Sunday, 29 April 2018, 10:00 Last update: about 7 years ago

It is nothing short of a move from the playbook of a totalitarian dictator that an under-fire Prime Minister rallies the faithful in their thousands to 'give an answer' to pesky journalists asking uncomfortable questions and writing troubling articles about his government and some of its members - stories the government would prefer to be buried six feet under, or perhaps even deeper.

But that is exactly what Prime Minister Joseph Muscat, his minions and his trolls are doing.

They have taken exception to a new round of international news reports emanating from the Daphne Project. And our Prime Minister is not only summoning the thousands to the Labour Party's traditional May Day mass meeting to 'answer' to the local press, he is doing it to establishments such at The Guardian, the New York Times, Süddeutsche Zeitung, Reuters, and Le Monde.

Now surely these international publications of high repute hold no grudge against Malta's Labour Party.

But according to the Prime Minister, the masses need to turn out in their droves on Tuesday to answer to the stories that are coming out, and to all this media calumny, to use a word the Prime Minister seems to like so much.

Have we missed something here? Since when is might right? And since when does filling a square prove anything to be factually correct or incorrect?

The Prime Minister's call to arms, as it were, on Tuesday is nothing short of a desperate mayday call from a pilot whose plane is about to crash.

The only answer that the people of this country deserve from the Prime Minister to all that has been exposed over the last two years, in fact, would be the immediate sacking of his chief of staff Keith Schembri and Minister Konrad Mizzi, the two people who have brought our country into such disrepute with their financial shenanigans and scheming.

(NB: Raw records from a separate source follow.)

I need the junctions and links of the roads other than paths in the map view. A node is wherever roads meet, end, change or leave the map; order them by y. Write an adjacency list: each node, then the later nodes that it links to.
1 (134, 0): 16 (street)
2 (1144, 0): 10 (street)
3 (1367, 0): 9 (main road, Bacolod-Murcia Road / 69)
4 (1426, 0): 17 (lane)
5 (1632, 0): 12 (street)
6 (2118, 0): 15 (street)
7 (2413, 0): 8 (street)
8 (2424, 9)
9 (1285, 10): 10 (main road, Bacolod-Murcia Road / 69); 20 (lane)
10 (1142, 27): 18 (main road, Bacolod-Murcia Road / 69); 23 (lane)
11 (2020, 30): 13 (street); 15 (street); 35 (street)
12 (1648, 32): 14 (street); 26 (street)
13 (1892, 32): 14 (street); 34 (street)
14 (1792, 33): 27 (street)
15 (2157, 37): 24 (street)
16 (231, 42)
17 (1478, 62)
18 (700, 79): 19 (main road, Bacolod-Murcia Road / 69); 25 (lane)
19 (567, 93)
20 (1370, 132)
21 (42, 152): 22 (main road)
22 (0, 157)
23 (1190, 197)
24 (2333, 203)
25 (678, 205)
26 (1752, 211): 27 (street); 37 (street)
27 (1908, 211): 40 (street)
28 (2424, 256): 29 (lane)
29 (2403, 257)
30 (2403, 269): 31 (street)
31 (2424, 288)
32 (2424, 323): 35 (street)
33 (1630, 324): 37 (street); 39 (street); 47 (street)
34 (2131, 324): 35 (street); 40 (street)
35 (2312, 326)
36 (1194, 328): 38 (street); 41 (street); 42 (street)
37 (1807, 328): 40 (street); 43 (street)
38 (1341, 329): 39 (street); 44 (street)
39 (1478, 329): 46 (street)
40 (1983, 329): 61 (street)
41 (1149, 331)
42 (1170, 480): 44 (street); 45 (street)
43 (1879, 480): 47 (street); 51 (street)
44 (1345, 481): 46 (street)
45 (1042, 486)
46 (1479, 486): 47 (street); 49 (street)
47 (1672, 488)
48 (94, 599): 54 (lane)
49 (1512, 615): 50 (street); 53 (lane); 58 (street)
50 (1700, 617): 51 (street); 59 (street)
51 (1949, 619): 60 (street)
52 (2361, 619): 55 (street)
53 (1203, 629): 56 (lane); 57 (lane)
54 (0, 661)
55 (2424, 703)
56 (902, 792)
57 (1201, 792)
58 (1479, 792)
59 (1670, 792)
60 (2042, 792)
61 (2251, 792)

May Day - or Labour Day, or International Workers' Day - is a traditional Socialist event. And the Prime Minister, perhaps the least Socialist Prime Minister the country has seen, is using the occasion to gloss over how his government and some of its members have been selling off state assets lock, stock and barrel while others are facing very serious evidence that they have been dipping their hands, through those deals, into the state coffers very deeply indeed.

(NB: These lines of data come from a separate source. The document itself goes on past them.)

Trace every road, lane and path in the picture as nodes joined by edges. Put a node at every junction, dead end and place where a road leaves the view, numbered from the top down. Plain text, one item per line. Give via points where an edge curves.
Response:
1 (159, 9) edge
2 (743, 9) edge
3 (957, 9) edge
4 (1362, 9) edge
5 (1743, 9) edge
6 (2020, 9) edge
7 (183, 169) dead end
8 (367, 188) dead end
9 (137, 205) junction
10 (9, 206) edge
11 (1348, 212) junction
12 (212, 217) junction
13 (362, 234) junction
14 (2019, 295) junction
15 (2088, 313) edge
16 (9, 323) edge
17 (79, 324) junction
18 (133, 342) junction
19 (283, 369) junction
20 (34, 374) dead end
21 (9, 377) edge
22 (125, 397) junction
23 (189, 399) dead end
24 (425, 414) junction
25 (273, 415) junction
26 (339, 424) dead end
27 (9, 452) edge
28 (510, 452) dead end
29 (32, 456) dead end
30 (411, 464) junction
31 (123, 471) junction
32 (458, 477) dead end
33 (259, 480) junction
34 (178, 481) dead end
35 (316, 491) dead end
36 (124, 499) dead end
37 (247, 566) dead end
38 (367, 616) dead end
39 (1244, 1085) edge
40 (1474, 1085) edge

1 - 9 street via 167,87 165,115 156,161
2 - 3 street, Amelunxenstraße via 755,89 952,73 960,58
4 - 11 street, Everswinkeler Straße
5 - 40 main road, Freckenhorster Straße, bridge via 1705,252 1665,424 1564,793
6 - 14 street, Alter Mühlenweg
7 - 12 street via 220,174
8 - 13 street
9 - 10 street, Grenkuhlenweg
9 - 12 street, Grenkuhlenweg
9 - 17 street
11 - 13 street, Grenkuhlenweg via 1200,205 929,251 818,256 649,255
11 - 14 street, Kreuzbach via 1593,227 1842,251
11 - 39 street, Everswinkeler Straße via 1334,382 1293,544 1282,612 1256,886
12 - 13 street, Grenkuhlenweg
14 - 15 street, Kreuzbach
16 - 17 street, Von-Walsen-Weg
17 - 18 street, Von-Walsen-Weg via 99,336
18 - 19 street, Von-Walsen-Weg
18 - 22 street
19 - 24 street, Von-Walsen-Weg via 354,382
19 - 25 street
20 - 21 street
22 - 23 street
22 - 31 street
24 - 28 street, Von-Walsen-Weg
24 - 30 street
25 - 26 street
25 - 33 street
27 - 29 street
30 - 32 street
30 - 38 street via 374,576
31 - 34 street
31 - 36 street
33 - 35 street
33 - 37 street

State assets are being stripped from the people in what appears to be a blueprint modus operandi that would not be accepted in any but the most far-flung of countries in the remotest of backwaters.

Yet this government in a modern, democratic European Union member state has allowed this to happen time and time again. 

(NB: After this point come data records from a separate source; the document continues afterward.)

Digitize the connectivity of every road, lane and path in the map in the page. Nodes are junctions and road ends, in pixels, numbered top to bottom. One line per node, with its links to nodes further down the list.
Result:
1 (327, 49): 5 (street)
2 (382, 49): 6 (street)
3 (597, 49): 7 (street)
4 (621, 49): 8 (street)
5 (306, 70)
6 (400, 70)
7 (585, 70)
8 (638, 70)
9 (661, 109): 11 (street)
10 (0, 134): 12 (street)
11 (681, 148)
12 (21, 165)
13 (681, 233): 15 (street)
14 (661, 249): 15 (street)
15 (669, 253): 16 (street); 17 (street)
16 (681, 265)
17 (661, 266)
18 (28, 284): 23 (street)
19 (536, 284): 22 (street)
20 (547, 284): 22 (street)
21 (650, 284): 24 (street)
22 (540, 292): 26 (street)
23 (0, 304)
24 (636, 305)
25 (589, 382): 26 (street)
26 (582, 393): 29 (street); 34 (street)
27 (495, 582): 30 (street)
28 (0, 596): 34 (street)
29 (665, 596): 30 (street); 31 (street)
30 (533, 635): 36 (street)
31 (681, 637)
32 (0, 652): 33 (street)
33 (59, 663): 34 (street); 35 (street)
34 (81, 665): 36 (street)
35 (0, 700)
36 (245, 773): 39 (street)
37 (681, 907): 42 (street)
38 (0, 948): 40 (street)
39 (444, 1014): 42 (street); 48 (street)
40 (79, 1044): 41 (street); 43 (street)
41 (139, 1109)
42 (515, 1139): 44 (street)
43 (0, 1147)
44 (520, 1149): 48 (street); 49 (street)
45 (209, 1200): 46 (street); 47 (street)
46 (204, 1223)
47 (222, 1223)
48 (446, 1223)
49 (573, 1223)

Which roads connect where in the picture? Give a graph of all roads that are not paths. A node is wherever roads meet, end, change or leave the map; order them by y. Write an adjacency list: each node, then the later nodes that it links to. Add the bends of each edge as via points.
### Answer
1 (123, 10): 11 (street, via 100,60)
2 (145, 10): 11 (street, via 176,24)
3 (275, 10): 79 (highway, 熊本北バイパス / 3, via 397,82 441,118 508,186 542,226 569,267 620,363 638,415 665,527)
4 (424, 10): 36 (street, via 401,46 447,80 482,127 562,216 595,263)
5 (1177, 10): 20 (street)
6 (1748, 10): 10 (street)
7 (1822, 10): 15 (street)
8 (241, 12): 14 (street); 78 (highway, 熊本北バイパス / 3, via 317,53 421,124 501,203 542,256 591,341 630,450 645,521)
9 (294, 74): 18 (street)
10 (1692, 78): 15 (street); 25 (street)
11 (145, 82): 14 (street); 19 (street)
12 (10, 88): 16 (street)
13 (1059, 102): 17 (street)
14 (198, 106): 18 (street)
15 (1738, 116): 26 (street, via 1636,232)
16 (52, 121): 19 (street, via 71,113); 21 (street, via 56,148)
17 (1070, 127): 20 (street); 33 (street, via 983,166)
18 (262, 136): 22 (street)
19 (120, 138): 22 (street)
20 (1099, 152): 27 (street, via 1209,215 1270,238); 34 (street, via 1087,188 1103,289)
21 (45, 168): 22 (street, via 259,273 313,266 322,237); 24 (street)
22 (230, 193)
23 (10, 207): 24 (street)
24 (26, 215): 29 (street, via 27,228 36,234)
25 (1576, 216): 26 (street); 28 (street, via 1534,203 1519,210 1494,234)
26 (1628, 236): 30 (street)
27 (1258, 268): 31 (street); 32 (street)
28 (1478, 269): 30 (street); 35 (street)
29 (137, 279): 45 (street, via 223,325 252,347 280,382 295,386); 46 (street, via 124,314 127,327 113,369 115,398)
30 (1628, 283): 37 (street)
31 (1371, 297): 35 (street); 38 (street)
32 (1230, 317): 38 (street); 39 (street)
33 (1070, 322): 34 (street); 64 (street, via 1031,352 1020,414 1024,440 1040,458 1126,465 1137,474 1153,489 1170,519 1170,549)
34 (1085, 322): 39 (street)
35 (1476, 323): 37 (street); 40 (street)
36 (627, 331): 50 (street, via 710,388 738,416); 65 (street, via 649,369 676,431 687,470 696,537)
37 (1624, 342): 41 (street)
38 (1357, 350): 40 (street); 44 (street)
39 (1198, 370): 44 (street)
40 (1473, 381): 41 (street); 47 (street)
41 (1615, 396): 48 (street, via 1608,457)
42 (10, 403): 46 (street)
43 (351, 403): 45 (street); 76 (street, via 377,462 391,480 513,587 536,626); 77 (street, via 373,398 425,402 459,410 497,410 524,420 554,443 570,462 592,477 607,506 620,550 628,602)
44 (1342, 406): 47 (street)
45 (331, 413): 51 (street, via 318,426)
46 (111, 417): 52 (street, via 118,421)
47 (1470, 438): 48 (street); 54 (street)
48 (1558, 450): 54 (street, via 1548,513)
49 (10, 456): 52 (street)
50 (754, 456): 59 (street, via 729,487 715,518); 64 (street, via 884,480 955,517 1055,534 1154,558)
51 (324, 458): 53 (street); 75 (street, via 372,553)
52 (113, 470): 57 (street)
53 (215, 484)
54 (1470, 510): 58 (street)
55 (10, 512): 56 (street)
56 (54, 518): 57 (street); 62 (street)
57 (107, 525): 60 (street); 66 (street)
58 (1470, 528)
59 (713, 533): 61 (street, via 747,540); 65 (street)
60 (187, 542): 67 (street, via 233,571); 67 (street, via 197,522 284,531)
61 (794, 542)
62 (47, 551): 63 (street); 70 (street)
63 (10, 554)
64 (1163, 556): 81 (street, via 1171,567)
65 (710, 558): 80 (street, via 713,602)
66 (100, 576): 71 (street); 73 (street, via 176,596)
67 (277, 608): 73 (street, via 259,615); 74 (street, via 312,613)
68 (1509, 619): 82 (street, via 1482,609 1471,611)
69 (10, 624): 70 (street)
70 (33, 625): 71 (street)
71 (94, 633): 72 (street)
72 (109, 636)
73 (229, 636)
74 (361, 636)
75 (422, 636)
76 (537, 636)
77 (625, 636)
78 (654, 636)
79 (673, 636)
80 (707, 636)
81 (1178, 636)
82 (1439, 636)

The flag-waving masses will undoubtedly turn up in their hoards to cheer on a Prime Minister who is very clearly taking them for a ride, sweeping the rug out from under their feet at every opportunity, hoodwinking them and playing on their fears and aspirations so masterfully.

And in the meantime, crony after crony is let off scot-free irrespective of the gravity of the nature of their crimes and the evidence that has been brought against them.

The Prime Minister needs to understand that the press is not the country's enemy, he and his cronies are. The country's enemies are those who have landed it in this multifaceted, ugly predicament. 

In addition, attempting to turn the tables on the messengers who are doing their duty by providing the checks and balances required of a democracy in such a dastardly way is entirely unbecoming of a man in his position.

This is an entirely irresponsible and reprehensible approach. A responsible action, actually the only responsible action the Prime Minister could take at this juncture, would be to immediately fire Schembri and Mizzi.

That, however, is very clearly not in the playbook from which the Prime Minister is reading.